Cryo-EM reveals a double oligomeric ring scaffold of the CHIKV nsP3 peptide in complex with the NTF2L domain of host G3BP1.

UNLABELLED

Chikungunya virus (CHIKV) poses a severe threat to global public health. The interaction between CHIKV nsP3 and host G3BP1 is critical for viral replication. However, the exact structural mechanism of the nsP3-G3BP1 interaction is scarce. Here, we report a cryo-electron microscopy structure of an octameric-heterotrimer formed by CHIKV nsP3 peptide (designated as CHIKV-43) in complex with the nuclear translocation factor 2-like (NTF2L) domain of G3BP1. The overall structure presents a double-layer ring scaffold.
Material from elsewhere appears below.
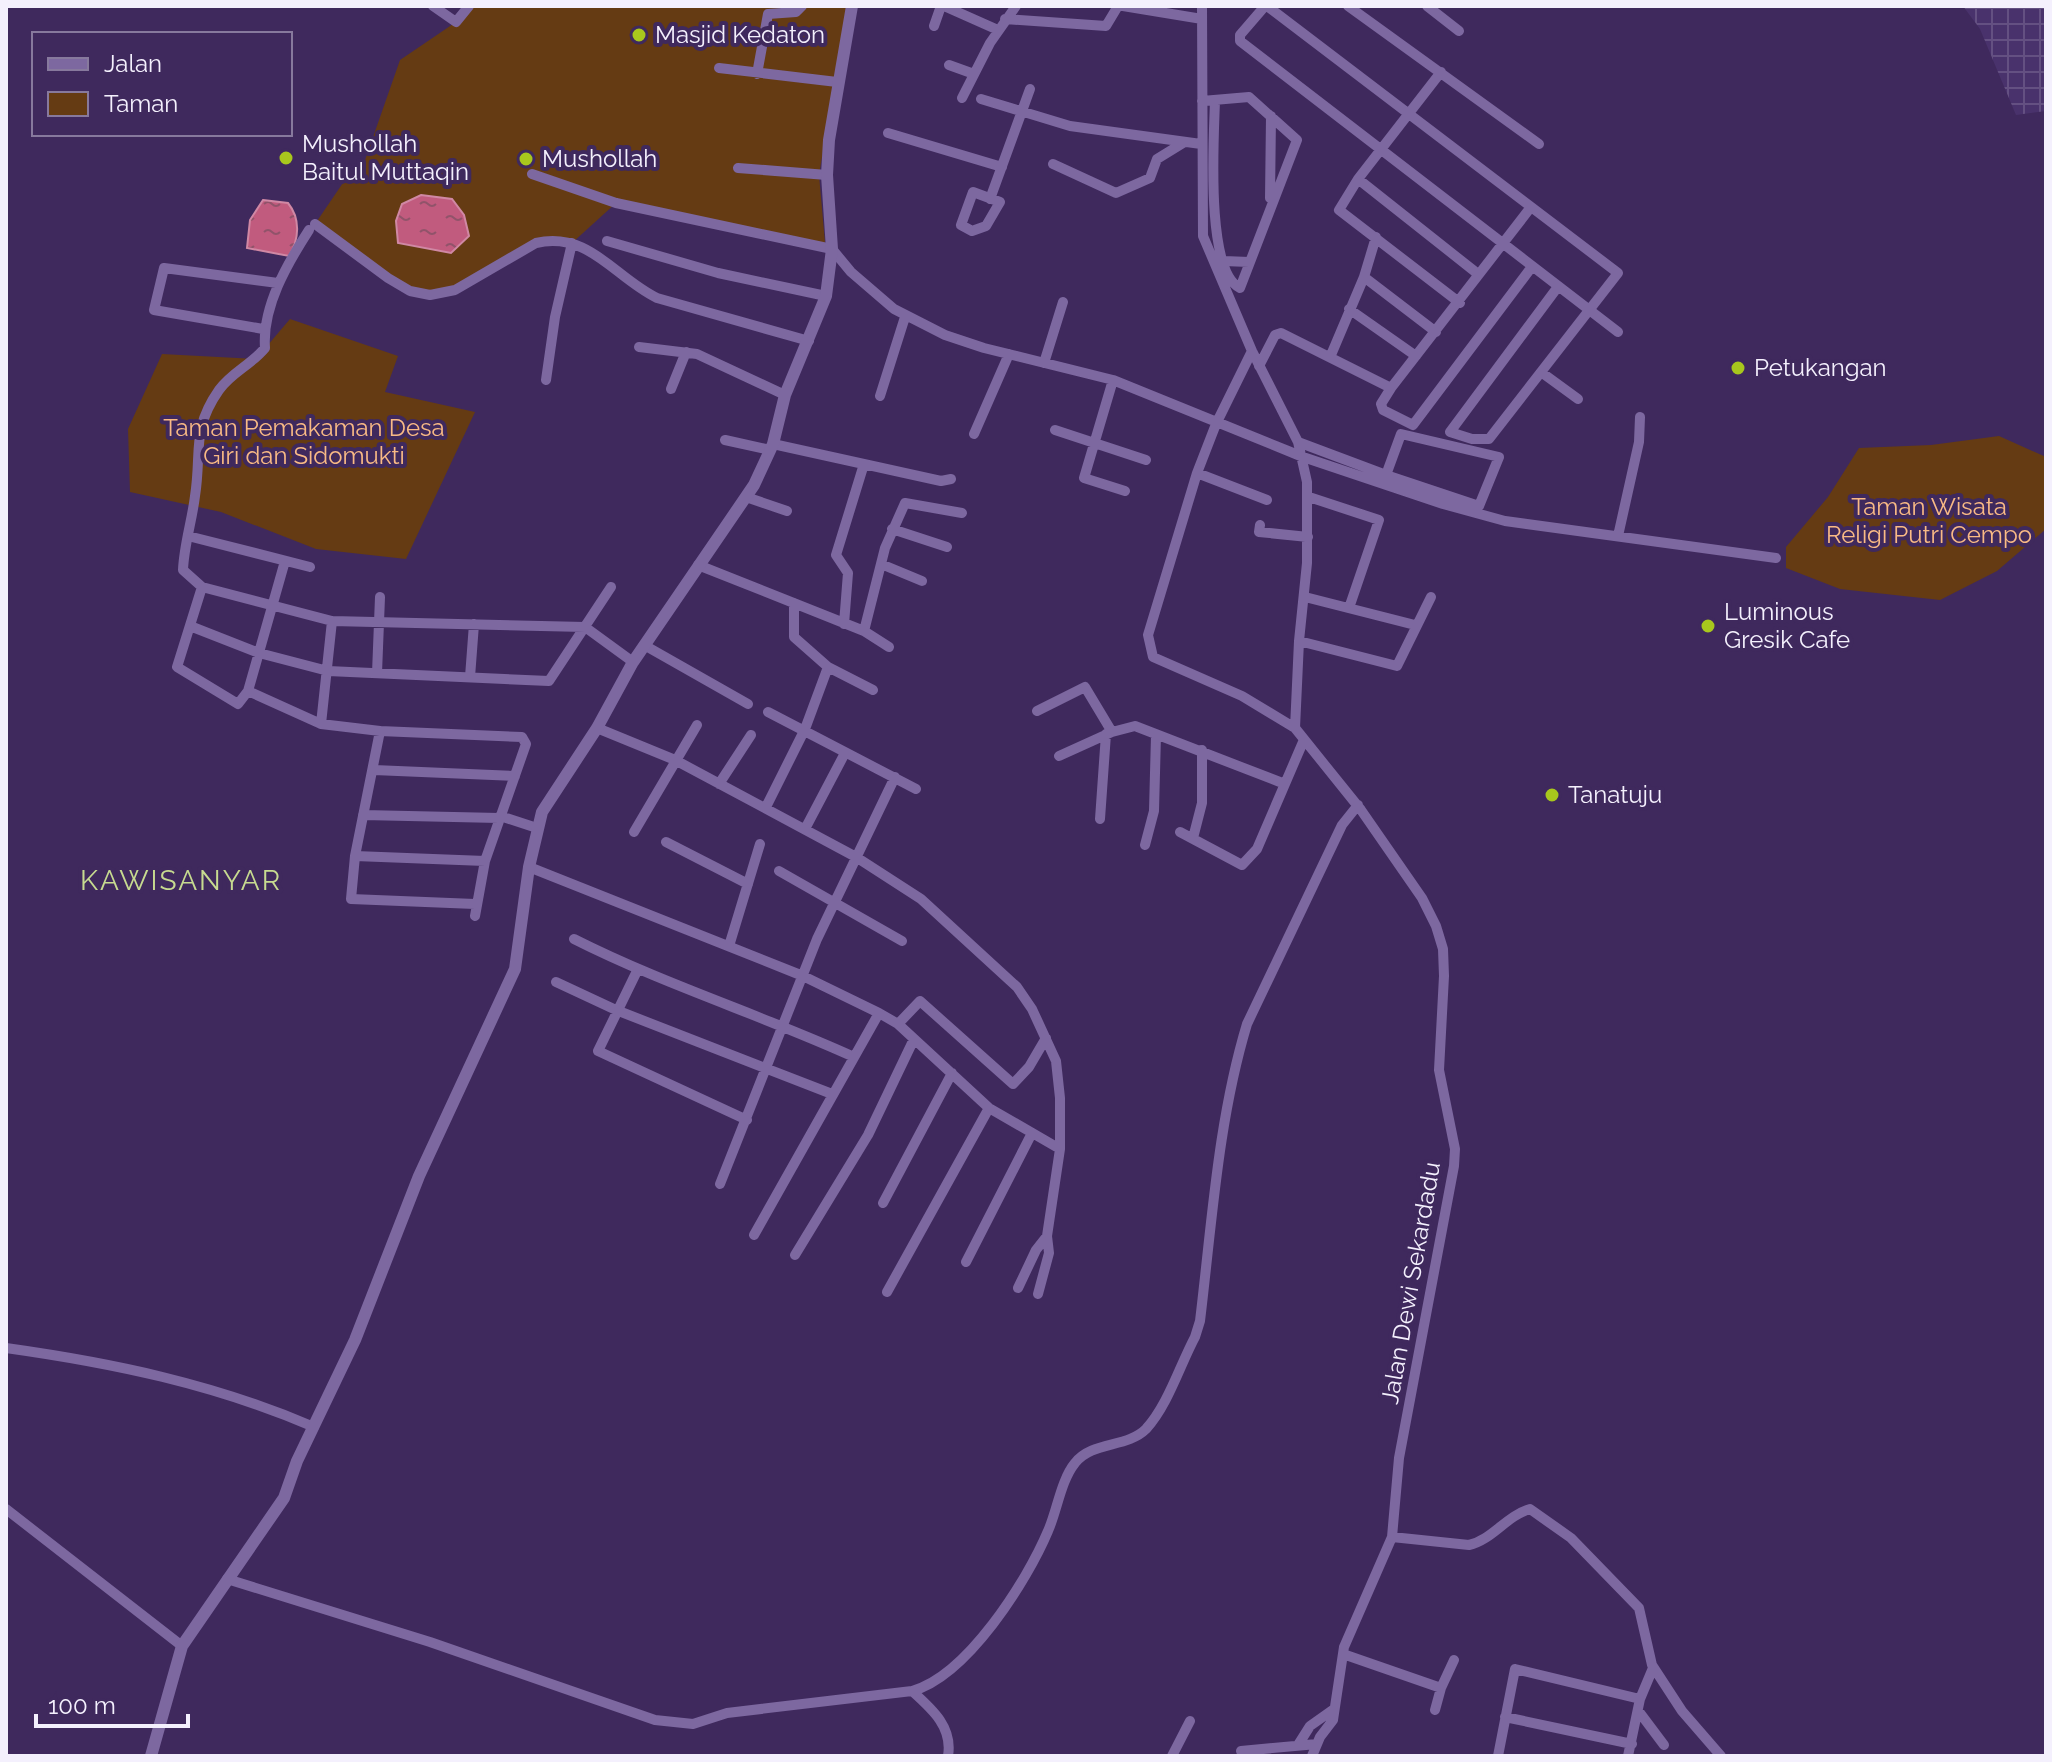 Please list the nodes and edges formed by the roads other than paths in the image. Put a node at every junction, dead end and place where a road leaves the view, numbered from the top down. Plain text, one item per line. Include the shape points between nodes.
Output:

Two FGDF motifs and two alpha helices of CHIKV-43 are essential to bind NTF2L. Particularly, the secondary alpha helix plays key roles in forming the CHIKV-43-NTF2L high-order oligomer. We next analyzed the detailed interactions between CHIKV-43 and the NTF2L domain. The different binding patterns of NTF2L with its various partners were described as well. Subsequently, we demonstrated that the CHIKV-43 peptide is a crucial factor for nsP3 co-localization with G3BP1, reducing stress granule formation and interfering with interferon production. Overall, our findings present the structural and functional mechanisms on CHIKV nsP3 modulating host G3BP1 and provide a potential antiviral target based on the protein-protein interaction interface.

IMPORTANCE

Chikungunya virus (CHIKV) is an arbovirus responsible for causing fever, headache, and severe joint pain in humans, with widespread outbreaks affecting millions worldwide. The CHIKV nsP3 is a key protein that interacts with multiple host proteins. In this study, we present the cryo-electron microscopy structure of a high-order oligomer formed by the CHIKV nsP3 peptide and the nuclear translocation factor 2-like (NTF2L) domain of host protein G3BP1, revealing a completely novel interaction model. The detailed interactions within this oligomer were illustrated. We also analyzed the binding patterns of the NTF2L domain of G3BP1 with its various partners, providing essential insights for the development of peptide-mimetic inhibitors targeting nsP3 and/or G3BP1. Furthermore, our data indicate that the nsP3-G3BP1 interaction reduces stress granule formation and antagonizes interferon production. Overall, this study provides new knowledge on CHIKV biology and suggests a potential target for developing antiviral therapeutics.